L’un des signataires est l’épidémiologiste bernois Christian Althaus, qui a quitté son poste de conseiller du gouvernement en janvier 2021 en signe de protestation. La Commission de l’économie du Conseil national (chambre basse du Parlement fédéral) a tenté avec acharnement de museler les membres de l’équipe scientifique de la Confédération et de leur interdire de s’exprimer.

À l’époque, le groupe de travail avait appelé à «des mesures fortes à l’échelle nationale, analogues au confinement de mars [2020]». Cependant, alors que les négationnistes du coronavirus et les partisans de QAnon reçoivent la plus grande attention médiatique, les signaux d’alarme des scientifiques sont systématiquement mis de côté.

Pendant ce temps, des épidémies dans les écoles éclatent depuis des semaines, et les hospitalisations et les admissions dans les unités de soins intensifs ne cessent d’augmenter. Les employés des maisons de retraite et de soins atteignent également de plus en plus leurs limites, et la colère monte.

Cela a été clairement démontré dimanche lors d’une deuxième votation sur les soins d’urgence. L’initiative populaire «Pour des soins forts» a également été approuvée à plus de 60 %. Elle est explicitement dirigée contre un contre-projet timide du gouvernement et du parlement.

De manière significative, l’initiative sur les soins remonte à une pétition qui a eu lieu bien avant la pandémie de coronavirus. En novembre 2017 déjà, l’Association professionnelle suisse des infirmières et infirmiers (APSI) avait déposé plus de 120.000 signatures pour son initiative contre la crise des soins. En pleine pandémie, elle a maintenant été approuvée à une large majorité.

La pandémie exacerbe tous les conflits sociaux qui couvaient et les pousse à l’extrême. Cependant, le vote n’a en aucun cas résolu les conflits. Ils sont profondément imbriqués dans les intérêts de classe des grandes entreprises et des banques, comme le montre le fait que la loi controversée COVID-19 autorise simultanément le gouvernement à distribuer d’importantes sommes d’argent aux entreprises au nom de «l’aide au coronavirus».

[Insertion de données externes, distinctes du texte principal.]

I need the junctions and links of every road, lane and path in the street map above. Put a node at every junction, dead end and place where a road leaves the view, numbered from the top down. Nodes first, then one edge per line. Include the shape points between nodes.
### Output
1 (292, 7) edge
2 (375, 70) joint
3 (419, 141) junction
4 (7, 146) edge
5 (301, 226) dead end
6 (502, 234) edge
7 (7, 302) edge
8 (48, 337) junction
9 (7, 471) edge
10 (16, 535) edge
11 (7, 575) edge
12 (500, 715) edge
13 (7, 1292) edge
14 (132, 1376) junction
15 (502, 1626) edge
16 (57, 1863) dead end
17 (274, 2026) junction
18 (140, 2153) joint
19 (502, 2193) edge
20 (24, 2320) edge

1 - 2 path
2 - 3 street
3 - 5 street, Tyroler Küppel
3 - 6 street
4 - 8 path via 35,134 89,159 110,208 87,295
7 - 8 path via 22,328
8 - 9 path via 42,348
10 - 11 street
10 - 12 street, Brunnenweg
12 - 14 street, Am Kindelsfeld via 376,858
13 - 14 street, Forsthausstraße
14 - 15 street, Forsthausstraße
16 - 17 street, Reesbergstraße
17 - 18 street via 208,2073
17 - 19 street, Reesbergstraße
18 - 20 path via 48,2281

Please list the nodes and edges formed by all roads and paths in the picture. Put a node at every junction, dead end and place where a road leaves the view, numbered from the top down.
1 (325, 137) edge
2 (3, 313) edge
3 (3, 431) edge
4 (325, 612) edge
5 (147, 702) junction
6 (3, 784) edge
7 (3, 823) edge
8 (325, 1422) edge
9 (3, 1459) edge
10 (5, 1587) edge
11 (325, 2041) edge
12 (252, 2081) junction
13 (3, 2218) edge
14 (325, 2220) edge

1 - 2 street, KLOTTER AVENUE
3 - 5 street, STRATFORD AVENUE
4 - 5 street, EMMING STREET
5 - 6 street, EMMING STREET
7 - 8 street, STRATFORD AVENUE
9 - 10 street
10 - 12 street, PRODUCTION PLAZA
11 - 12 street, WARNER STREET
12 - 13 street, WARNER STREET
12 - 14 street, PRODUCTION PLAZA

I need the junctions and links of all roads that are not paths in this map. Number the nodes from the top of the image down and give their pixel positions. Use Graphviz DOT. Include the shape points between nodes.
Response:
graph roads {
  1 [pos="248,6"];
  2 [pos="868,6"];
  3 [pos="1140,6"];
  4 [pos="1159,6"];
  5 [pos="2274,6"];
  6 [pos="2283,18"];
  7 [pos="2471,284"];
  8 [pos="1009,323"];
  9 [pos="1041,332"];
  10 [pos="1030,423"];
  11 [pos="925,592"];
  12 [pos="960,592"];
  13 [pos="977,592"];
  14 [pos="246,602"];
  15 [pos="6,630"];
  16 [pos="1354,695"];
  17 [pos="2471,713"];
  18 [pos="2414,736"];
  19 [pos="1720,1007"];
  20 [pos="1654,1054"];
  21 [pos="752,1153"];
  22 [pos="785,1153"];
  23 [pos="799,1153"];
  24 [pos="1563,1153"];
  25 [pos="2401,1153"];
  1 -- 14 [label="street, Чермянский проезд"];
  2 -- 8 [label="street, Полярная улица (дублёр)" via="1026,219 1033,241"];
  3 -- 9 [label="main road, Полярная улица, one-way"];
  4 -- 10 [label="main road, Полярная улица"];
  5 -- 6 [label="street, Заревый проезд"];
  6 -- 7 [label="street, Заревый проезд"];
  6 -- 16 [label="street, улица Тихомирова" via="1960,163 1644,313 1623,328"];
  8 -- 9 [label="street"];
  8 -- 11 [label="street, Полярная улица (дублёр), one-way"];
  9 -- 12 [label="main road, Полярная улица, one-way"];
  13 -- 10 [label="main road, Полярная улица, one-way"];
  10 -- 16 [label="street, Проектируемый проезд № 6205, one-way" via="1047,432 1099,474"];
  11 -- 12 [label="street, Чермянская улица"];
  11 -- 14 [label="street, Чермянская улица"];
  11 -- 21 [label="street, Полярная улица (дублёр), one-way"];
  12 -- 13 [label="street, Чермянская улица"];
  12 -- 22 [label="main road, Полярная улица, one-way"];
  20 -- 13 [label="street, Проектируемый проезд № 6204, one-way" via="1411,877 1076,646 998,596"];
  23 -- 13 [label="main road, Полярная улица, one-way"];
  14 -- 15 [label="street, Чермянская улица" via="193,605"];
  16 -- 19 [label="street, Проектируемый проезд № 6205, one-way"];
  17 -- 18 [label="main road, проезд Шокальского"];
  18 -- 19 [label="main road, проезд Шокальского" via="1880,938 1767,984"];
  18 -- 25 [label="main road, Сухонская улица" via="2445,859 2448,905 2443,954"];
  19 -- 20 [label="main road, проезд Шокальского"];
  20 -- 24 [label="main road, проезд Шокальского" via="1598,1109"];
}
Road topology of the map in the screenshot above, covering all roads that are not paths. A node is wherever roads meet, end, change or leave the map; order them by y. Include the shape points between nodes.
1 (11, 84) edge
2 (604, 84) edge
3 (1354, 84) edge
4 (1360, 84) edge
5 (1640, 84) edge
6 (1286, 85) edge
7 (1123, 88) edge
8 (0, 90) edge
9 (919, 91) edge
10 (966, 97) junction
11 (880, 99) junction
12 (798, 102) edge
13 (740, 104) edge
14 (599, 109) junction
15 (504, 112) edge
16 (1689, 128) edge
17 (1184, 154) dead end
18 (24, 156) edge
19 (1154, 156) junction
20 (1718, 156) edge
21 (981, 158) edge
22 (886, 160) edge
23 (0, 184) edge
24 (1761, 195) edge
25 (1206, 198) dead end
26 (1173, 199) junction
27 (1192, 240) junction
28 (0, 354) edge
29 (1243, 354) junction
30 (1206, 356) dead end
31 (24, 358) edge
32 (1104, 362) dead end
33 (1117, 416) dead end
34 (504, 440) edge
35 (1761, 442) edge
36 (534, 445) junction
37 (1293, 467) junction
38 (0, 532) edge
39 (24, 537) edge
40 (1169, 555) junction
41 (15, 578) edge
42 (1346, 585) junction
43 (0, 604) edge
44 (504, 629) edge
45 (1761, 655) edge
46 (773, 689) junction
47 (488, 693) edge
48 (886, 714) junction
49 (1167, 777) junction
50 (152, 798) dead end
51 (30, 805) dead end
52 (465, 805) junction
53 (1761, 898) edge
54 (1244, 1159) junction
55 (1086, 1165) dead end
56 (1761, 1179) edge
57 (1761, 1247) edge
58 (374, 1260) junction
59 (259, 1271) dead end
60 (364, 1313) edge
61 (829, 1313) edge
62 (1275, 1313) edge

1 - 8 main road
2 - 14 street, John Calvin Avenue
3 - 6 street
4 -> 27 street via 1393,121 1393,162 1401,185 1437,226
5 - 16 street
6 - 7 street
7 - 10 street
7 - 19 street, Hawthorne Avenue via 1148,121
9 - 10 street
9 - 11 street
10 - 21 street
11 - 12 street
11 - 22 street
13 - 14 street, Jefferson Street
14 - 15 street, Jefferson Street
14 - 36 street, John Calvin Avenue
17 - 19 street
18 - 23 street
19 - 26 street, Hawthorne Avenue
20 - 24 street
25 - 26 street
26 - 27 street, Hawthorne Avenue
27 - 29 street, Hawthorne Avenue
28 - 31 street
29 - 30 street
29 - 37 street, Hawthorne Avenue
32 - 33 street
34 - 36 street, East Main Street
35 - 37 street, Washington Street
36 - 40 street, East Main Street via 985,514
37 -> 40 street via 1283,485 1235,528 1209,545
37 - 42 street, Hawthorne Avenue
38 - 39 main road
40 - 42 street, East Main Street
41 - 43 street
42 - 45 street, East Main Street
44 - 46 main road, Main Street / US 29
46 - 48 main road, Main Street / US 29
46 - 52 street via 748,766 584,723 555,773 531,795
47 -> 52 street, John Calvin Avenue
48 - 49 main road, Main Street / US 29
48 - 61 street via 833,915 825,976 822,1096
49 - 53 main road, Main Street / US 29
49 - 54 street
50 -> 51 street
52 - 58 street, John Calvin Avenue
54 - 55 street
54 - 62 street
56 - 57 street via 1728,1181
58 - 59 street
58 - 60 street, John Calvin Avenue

Une politique du coronavirus véritablement fondée sur la science, qui place les vies avant les profits, ne sera possible que lorsque la classe ouvrière prendra la lutte en main. Pour y parvenir, il est nécessaire de construire le Comité international de la Quatrième Internationale (CIQI) en Suisse également et de faire connaître son initiative, l’Alliance ouvrière internationale des comités de base (IWA-RFC).